Una de las críticas más fuertes y a la vez discretas es la que proviene de Luis María Pomar, en un artículo de “El Día de Baleares”. “Parece mentira –decía este veterinario mallorquín– que personas tan avezadas como nuestros generosos donantes no se hayan percatado de que el Rey, para que se tenga por tal y mueva al respeto que merece quien simboliza el Estado, debe estar situado por encima del bien y del mal, de los humanos halagos, y de los impulsos de agradecimiento que puedan despertar donaciones tan ostentosas porque, aún por simples razones biológicas, siempre llevan consigo algún conato de dependencia. Por eso los reyes, en el ejercicio de sus prerrogativas, no pueden dejarse llevar por motivaciones emocionales, ni saberse dependientes de nadie, ni de algo que no sea el ordenamiento constitucional”. Para Luis Pomar, los archimillonarios hoteleros y empresarios eran los que, con el famoso regalo del barco, decidían vincular a don Juan Carlos a sus propios intereses. “Eso sí –añadía–, previo conocimiento de la desgravación fiscal que acarreará la suntuosa donación”.

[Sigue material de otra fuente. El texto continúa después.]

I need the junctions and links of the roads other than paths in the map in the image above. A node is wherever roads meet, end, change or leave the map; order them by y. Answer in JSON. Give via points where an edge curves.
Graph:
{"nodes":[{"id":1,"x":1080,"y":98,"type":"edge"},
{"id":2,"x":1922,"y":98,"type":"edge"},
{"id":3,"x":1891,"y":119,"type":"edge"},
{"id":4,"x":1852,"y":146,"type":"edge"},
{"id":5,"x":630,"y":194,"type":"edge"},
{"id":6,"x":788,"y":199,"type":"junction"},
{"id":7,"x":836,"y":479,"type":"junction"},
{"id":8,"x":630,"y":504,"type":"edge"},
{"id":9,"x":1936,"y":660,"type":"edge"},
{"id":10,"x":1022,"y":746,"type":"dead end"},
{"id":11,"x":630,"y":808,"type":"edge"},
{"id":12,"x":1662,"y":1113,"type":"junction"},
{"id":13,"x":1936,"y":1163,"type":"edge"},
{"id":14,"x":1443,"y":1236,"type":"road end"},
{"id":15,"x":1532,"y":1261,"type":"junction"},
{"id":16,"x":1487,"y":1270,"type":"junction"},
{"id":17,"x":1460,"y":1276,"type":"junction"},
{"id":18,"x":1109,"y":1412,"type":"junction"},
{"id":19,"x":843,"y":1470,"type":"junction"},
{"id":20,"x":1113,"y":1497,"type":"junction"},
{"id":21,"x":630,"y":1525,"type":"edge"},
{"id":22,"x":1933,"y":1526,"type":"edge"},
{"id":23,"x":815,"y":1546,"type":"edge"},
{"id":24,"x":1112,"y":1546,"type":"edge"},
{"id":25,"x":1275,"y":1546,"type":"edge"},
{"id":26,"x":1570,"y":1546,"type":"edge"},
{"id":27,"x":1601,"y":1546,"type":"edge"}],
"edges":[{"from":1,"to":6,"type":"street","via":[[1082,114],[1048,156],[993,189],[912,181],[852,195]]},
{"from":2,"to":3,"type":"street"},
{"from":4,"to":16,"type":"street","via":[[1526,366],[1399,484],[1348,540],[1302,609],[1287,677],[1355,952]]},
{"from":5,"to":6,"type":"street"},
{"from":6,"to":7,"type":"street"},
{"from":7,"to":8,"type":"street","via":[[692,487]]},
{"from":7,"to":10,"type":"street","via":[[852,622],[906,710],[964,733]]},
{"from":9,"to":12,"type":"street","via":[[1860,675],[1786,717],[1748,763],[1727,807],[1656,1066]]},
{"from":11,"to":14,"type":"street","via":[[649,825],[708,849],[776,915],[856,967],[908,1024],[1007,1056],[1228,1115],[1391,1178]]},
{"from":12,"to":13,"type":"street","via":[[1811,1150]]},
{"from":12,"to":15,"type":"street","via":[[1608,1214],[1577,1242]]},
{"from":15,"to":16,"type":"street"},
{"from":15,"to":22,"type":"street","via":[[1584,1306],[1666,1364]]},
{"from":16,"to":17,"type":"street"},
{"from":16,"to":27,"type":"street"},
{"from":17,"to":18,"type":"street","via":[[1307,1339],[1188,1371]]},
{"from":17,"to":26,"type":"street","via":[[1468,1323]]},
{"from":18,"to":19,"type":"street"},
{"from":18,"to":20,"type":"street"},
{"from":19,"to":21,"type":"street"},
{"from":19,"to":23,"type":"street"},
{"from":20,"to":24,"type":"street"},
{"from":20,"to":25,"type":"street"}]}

Antonio Burgos, desde “El Mundo”, escribía el artículo “Mangar yate” en el que, en un fino cachondeo, decía que el Rey se merecía no sólo ese yate, sino todos los galeones de la Flota de Indias, pero pagado con dinero de todos nosotros. “Que para eso nos retratamos ayer ante el fotomatón fiscal de Hacienda, para que el Rey esté como deben estar los Reyes, y no mangando yate por la cara a los señoritos de Mallorca, por mucho que, en la mala conciencia general, se haya hecho ese pasemesí, pasemisá de yo se lo regalo al Patrimonio Nacional (que suena a película de Berlanga, peor todavía), y el Patrimonio Nacional le pone un sello como el que tenían los jesuitas en las pertenencias que les prohibía el voto de pobreza ‘Ad usum Regis’. Magazo, pues”.


Curiosamente, las reacciones en torno a este regalo envenenado que costó entre 3.000 y 7.000 millones de pesetas, no parecieron preocupar al Rey que, desde el verano de finales de los noventa, disfruta de este regalito, uno de los más preciados conocidos hasta el momento, sin que ello signifique que haya cambiado lo más mínimo su apetencia y afán por recibir de sus súbditos dones y regalos a la altura de sus pretensiones y anhelos personales. Ya lo había presentido la republicana Pilar Rahola: “Si el Rey lo acepta, no habrá consecuencias, porque en España se impone la cultura del silencio”.